What is the best practice for combining disparate datasets and splitting them into training, validation and testing datasets as it relates to NMT? What I have been doing is using the cat
command on multiple datasets to combine them and then split that into the three files that I need by using the split command.
I guess that it would be better to put everything into a python dataframe which I can then use the sklearn.model_selection.train_test_split
twice to divide it up properly and randomly. How do people on here go about combining and splitting up their datasets? Is there a tool or script that makes this more straightforward?
The only problem with “cat | split” is that the data might be imbalanced among your various input files. You want to randomize the entire set- this is a big part of what train_test_split does. Also, you don’t need dataframe, you can just make arrays.
you may have a look at this https://github.com/OpenNMT/OpenNMT-py/pull/1413
We created the multiple dataset option for this purpose.
@LanceNorskog
I agree completely that you can end up with a not-mixed validation set if you do it that way. How are you inputting your data if not through dataframes/read_csv, are you manually reading it through a file read function? I always seem to get errors with the read_csv which I need to make it skip lines in order to fix. This causes a ton of alignment issues so I just have been using the cat/split solution.
Ah! I understand about dirty data. It is possible to shuffle datasets with Unix command line tools. There is a unix program ‘shuf’ on Linux.

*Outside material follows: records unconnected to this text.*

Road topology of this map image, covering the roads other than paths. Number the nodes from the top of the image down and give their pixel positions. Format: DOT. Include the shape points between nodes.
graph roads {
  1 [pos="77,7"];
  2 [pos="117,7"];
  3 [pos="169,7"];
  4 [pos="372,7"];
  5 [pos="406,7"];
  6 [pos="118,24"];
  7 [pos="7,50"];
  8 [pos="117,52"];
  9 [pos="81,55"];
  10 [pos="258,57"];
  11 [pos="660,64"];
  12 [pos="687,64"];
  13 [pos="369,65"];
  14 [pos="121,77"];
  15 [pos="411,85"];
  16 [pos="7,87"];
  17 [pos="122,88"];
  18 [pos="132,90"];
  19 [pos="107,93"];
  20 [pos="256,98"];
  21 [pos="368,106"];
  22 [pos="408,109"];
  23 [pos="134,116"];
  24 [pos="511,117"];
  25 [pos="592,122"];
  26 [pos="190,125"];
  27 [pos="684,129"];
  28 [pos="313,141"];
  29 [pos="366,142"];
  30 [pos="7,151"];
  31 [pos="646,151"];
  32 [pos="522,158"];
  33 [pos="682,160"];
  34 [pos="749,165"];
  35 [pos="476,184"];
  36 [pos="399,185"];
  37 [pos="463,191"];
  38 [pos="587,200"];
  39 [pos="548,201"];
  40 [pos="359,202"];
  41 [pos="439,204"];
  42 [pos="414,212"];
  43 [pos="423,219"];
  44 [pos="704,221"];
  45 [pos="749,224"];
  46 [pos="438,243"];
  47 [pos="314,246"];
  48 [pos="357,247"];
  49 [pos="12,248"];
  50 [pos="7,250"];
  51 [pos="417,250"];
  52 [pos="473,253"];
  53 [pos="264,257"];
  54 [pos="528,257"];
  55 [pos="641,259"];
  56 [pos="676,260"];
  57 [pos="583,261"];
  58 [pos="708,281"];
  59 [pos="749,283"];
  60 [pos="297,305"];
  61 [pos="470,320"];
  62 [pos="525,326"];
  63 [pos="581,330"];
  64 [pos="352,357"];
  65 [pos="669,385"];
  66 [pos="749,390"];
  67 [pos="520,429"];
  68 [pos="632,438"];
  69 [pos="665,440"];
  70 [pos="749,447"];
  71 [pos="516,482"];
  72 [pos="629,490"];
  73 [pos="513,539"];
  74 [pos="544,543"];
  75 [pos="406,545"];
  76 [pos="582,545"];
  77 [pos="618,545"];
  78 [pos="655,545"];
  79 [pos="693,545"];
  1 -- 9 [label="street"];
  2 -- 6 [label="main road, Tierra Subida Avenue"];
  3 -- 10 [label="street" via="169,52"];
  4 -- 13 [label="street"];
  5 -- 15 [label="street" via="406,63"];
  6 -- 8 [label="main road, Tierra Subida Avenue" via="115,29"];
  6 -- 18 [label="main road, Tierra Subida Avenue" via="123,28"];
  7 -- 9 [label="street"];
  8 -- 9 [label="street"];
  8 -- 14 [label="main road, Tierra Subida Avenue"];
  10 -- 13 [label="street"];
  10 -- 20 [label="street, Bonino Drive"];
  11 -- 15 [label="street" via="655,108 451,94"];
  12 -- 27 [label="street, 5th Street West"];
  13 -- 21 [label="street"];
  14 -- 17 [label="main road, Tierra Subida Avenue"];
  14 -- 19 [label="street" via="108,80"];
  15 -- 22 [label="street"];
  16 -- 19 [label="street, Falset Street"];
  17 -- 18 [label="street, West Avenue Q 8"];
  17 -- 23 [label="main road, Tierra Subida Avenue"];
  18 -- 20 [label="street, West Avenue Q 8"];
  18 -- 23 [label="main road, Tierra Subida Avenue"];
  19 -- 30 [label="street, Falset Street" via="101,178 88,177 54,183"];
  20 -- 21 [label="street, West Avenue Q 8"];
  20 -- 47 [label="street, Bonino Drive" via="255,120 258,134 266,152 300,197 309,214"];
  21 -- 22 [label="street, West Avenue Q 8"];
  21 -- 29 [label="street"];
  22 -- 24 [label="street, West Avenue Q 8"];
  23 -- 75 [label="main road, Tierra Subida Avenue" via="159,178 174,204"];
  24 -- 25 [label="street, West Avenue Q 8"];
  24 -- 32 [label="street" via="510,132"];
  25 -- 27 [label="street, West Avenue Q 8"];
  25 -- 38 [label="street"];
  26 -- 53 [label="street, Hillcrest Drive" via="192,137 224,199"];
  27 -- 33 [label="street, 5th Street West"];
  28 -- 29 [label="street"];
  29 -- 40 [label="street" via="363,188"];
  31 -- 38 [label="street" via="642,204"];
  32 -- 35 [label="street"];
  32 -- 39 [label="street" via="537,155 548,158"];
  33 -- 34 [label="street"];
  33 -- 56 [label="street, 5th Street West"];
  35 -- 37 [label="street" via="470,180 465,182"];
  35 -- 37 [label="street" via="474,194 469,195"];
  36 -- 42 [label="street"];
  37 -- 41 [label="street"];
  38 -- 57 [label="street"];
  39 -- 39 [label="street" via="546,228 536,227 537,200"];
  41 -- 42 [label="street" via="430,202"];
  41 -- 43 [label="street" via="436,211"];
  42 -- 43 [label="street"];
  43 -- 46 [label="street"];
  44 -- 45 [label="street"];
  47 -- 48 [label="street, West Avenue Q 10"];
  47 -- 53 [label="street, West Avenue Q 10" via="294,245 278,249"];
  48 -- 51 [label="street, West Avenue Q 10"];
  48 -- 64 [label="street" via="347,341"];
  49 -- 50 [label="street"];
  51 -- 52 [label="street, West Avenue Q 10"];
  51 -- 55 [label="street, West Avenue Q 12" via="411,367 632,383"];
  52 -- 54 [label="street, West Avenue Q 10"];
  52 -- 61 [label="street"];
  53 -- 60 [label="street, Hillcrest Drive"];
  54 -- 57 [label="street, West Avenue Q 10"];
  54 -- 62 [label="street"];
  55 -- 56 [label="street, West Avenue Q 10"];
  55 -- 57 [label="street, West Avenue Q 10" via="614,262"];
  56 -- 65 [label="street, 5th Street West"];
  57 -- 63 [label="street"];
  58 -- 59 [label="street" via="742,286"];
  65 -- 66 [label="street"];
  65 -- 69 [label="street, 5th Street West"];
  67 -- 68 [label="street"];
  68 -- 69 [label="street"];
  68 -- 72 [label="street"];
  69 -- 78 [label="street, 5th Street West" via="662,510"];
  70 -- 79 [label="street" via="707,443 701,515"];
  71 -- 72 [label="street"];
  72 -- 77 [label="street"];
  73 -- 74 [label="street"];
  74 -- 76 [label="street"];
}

In the paper Data Ordering Patterns for Neural Machine Translation: An Empirical Study the perplexity ordering gains +1.8 BLEU on the IWSLT2015 English-Vietnamese language data set. The pretrained XLM-R could be perfect for preprocessing the training data for a large scale NMT. And there is already a function in the evaluator.py
which calculates the perplexity:
def evaluate_clm(self, scores, data_set, lang1, lang2):
"""
Evaluate perplexity and next word prediction accuracy.
"""